Yellow Vs. White Shea Butter

Yellow Vs. White Shea butter

The topic of whether yellow vs. white shea  butter should be purchased is one that is controversial.  Some people feel as though yellow shea butter is not real and a complete scam.  Others say that it is real and the only difference is the color.  For sure, there are many fake shea butters on the market.  This is why it is important to know what real whipped shea butter smells and looks like.  Both butters have great benefits.  If purchased from a trusted company, you’ll experience how amazing they are for both hair and skin.

Ivory/White Shea Butter

Ivory shea butter is the natural color of the butter.  This type of shea butter comes in different shades of the off-white color.  It all depends on the region where the shea trees have grown, and the specific tree where the nuts were obtained.  Ivory whipped shea butter has no additional ingredients added to it.  Most people prefer to use the ivory colored whipped shea butter.  They use it to make natural skin care products and the color is more appealing than the yellow shea butter.  It has not been filtered and left in its original extracted form.
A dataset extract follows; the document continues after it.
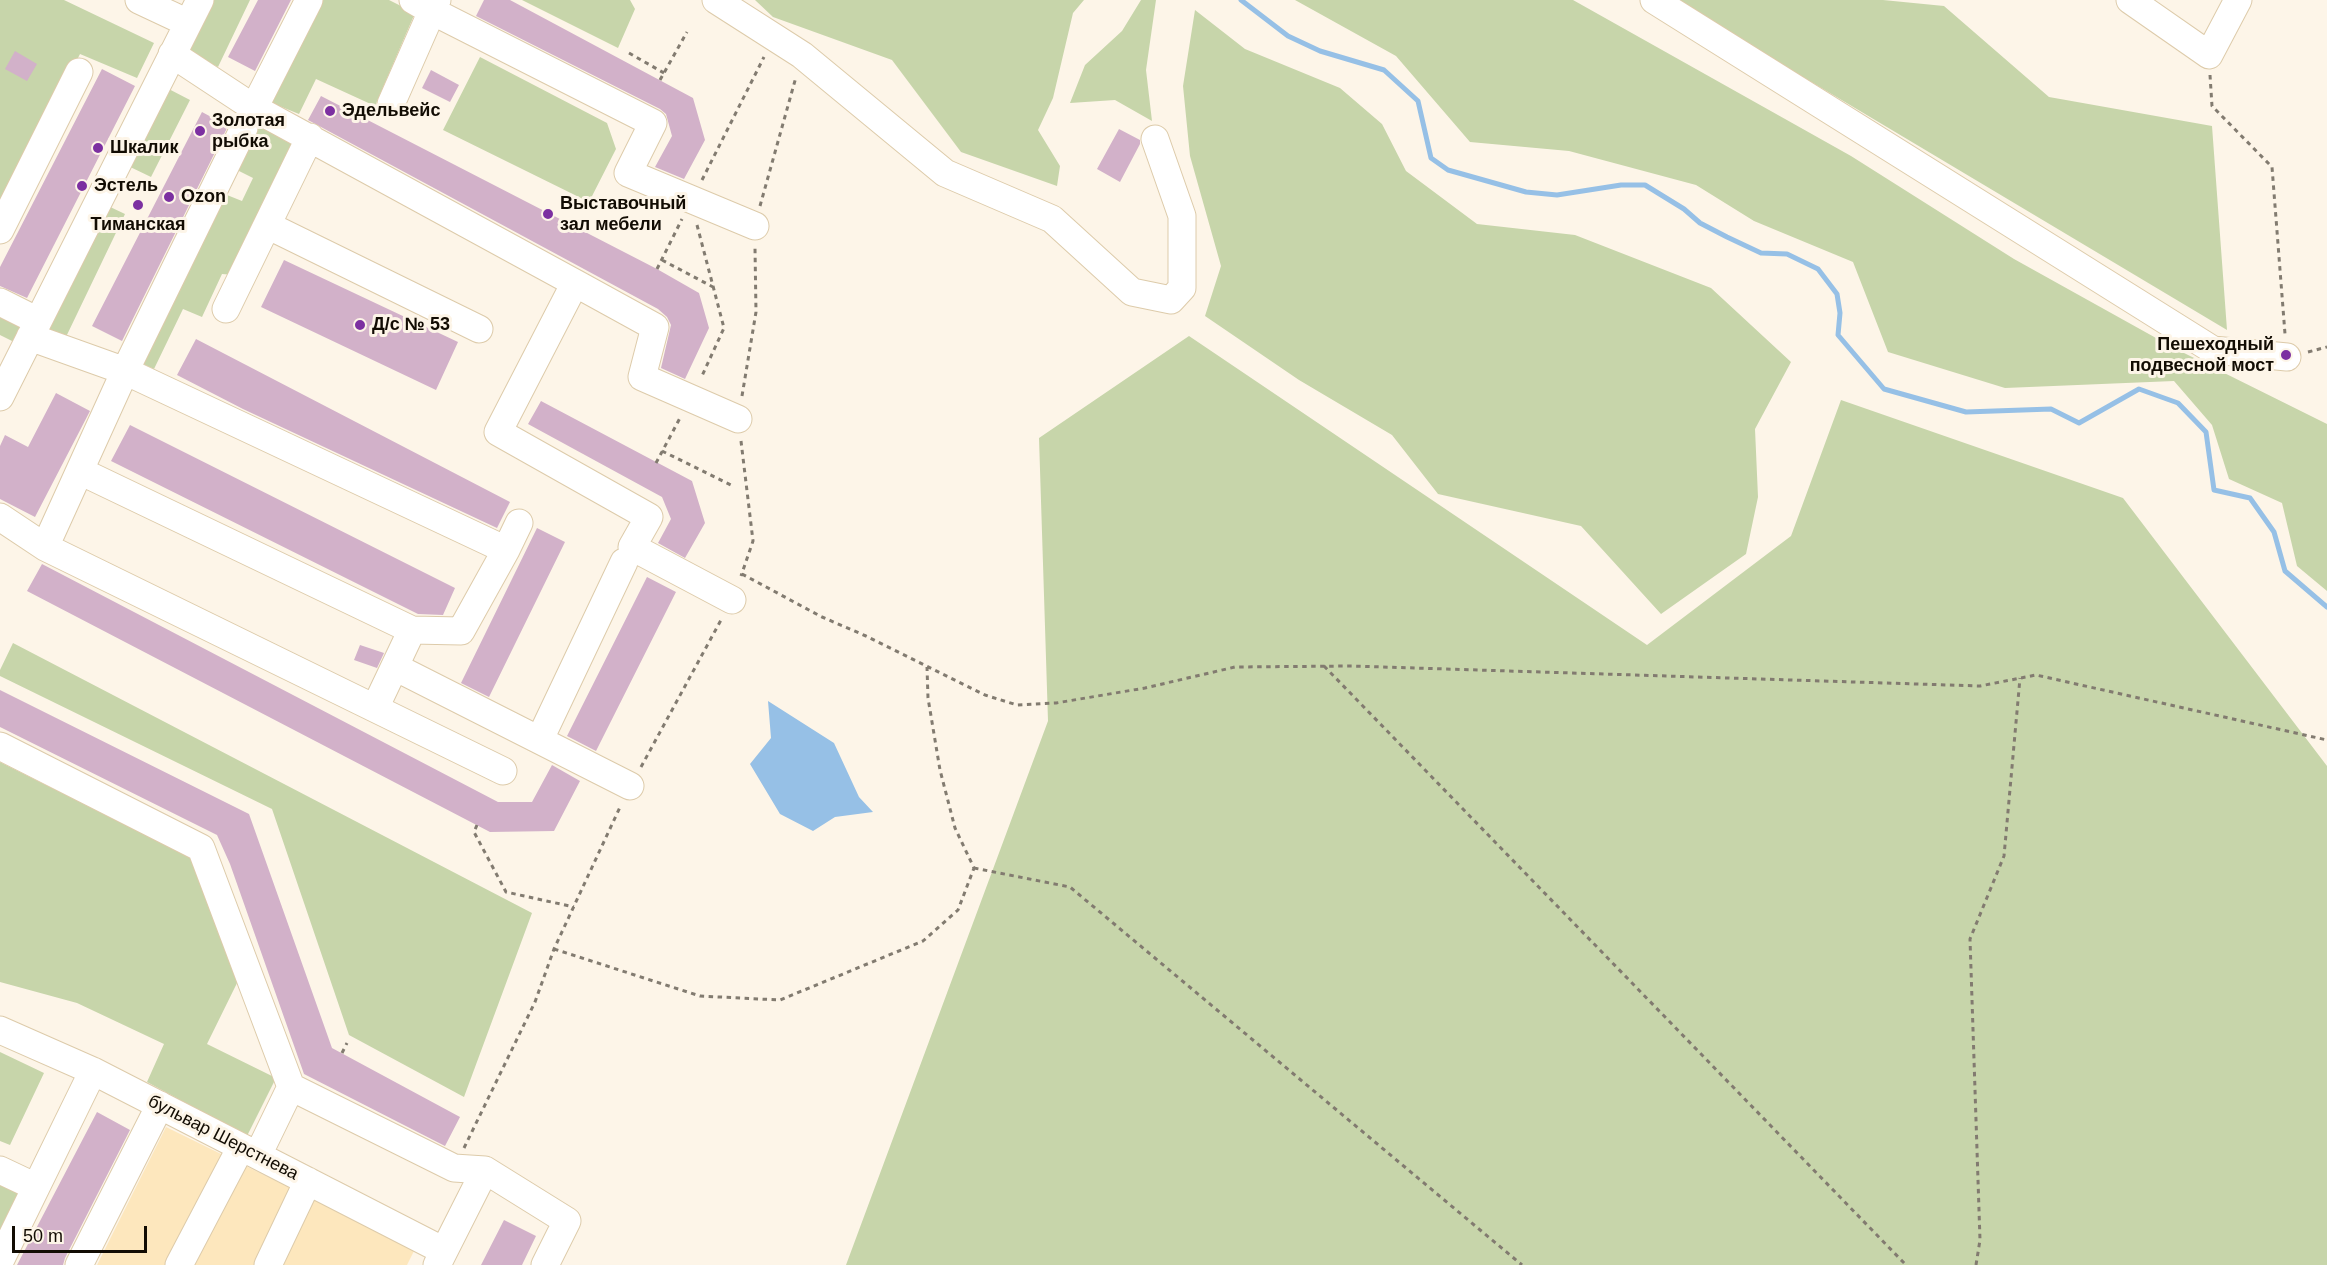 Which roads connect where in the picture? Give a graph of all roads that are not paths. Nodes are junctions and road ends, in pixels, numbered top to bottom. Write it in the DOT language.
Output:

No bleaching, deodorizing, or additives are used.

Yellow Shea Butter

First, I want to say that yes, yellow shea butter is real.  I know you may be nervous and reluctant to buy yellow shea butter.  This butter works just as well as the white/ivory shea butter.  Furthermore, it also comes from the same shea tree as the ivory/white butter.  You can use it for natural hair and skin care purposes and it is NOT refined.

Borututu Tree

The only difference in the yellow whipped shea butter is that it gets it’s color from the borututu tree. The Borututu tree is located in West Africa.  The tree has been used for many centuries in Africa to make teas.  Topical products are also produced with this tree and helps to detox and heal inflammation. The yellow/orange color from the borututu root is shredded and added to the shea during the boiling process.  The result is shea butter that has bright yellow color.

All About Preference

Lastly, it is possible that the yellow shea butter is not as popular as the ivory colored whipped shea butter.  Many are unsure of what it is.  They may also be uneducated as to how it is made and where it gets it’s color from, causing people to assume that it is not the “real deal”.  In the end it is all about preference and which one is more appealing to you.  Either way you’ll still be getting the same awesome benefits with yellow shea butter, that you’d be getting with the ivory. I hope this article has provided more clarity and officially ends the Yellow Vs. White shea butter battle.